Untersuchungen auf das Vorliegen von Schwermetallen und Pestiziden wurden bei dieser Studie nicht vorgenommen, da diese sehr kostenaufwändig sind. Untersuchungen auf Schwermetalle und Pestizide werden jedoch regelmäßig beim Apotheken-Cannabis durchgeführt. Einige Coffee-Shops geben zudem an, dass ihr Cannabis biologisch angebaut werde und daher ebenfalls frei von solchen Rückständen sei.
Die fehlende Kontrolle der Qualität von Cannabis-Produkten ist eine der negativen Konsequenzen der Illegalität der Droge. Selbst in den Niederlanden werden die Coffee-Shops nur geduldet, und der Anbau bleibt illegal. Dieser Zustand wurde wiederholt von niederländischen Politikern als schizophren und inkonsequent bezeichnet. Die Vergabe von Konzessionen zum Anbau könnte mit entsprechenden Auflagen zur Reinheit des Produktes und Qualitätskontrollen verbunden werden. Das würde die gesundheitlichen Risiken des Konsums verringern.

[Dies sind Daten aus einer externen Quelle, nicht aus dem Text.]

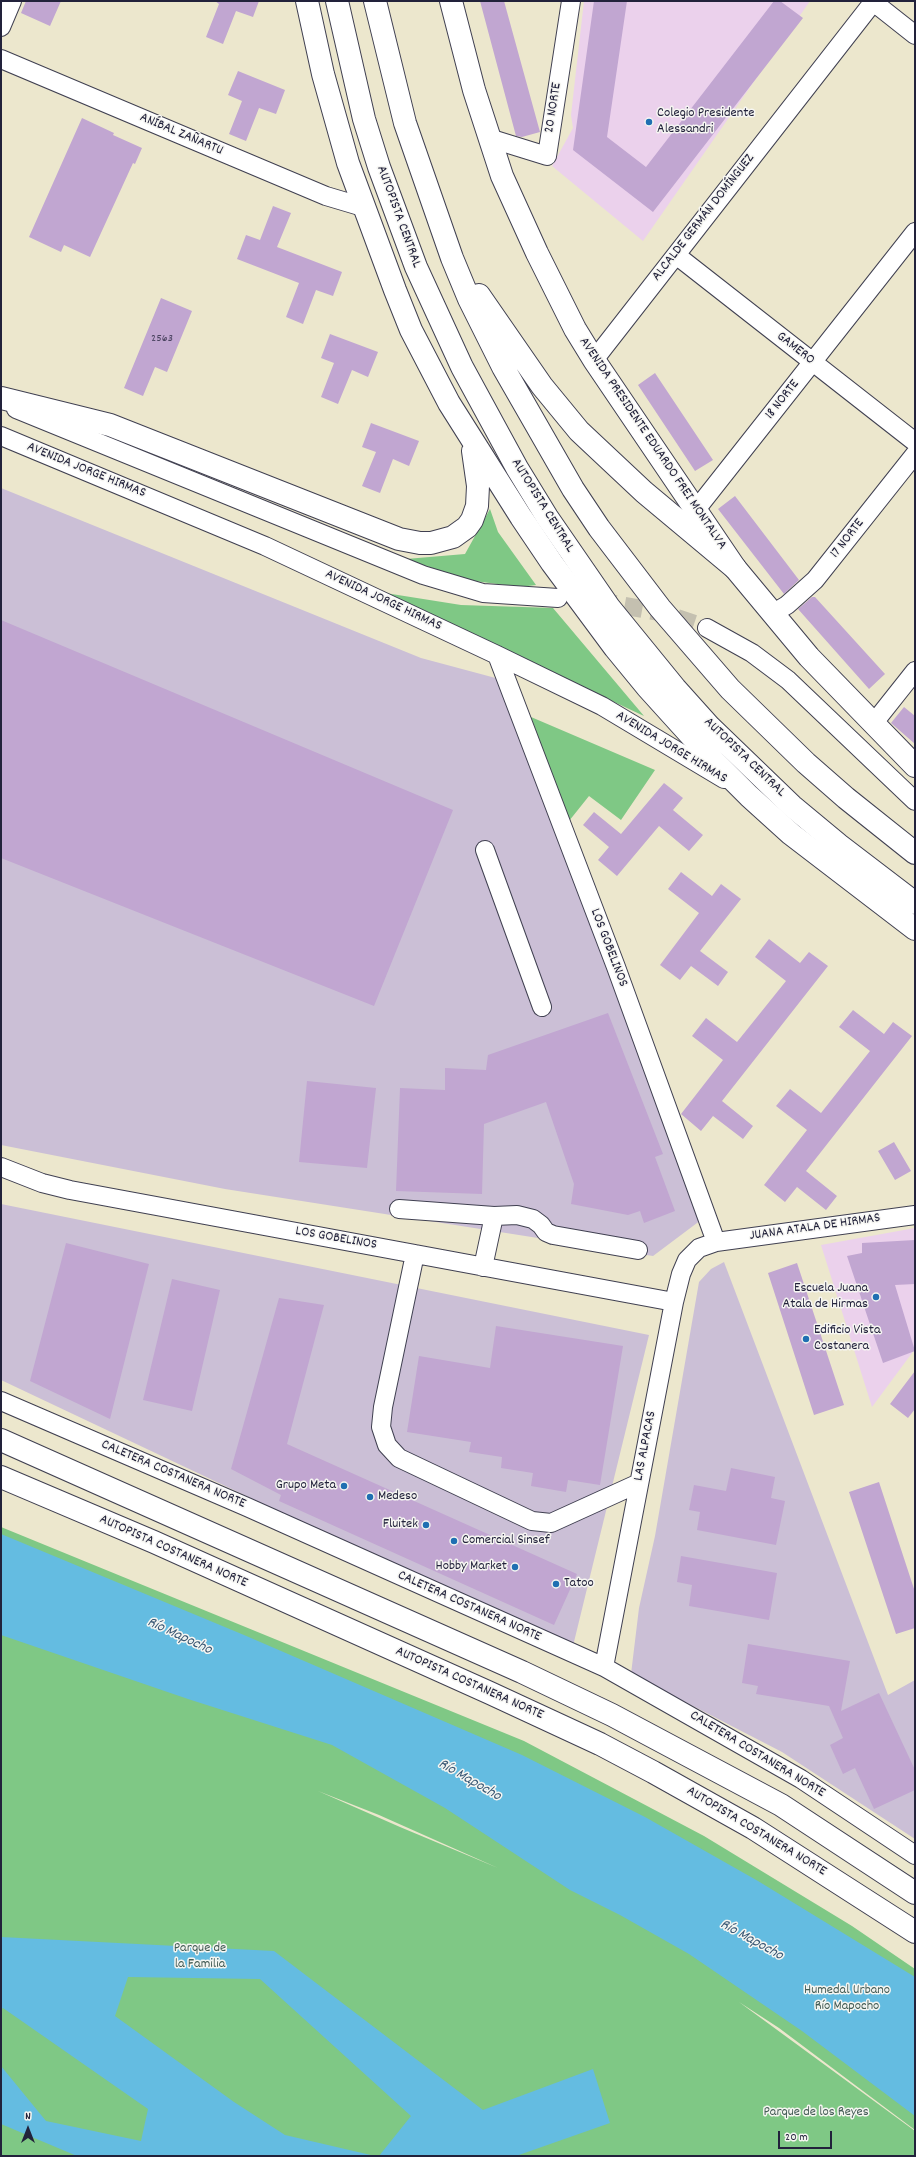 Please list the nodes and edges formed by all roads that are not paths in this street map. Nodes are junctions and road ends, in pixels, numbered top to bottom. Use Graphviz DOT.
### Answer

Aber auch unter den gegenwärtigen Bedingungen könnten von den Coffee-Shops Anstrengungen zur Qualitätsverbesserung unternommen werden.
Wer in Deutschland sichergehen möchte, hochwertigen Cannabis zu verwenden, ist auf den Selbstanbau der Pflanze oder beim Kauf auf zuverlässige Quellen angewiesen. Verglichen mit der Inhalation durch Rauchen stellt die orale Aufnahme mittels Tees oder Gebäck bei Verunreinigungen mit Bakterien und Pilzen eine geringere Gefahrenquelle dar, da möglicherweise gefährliche Infektionen der Atemwege durch die Mikroben nicht auftreten.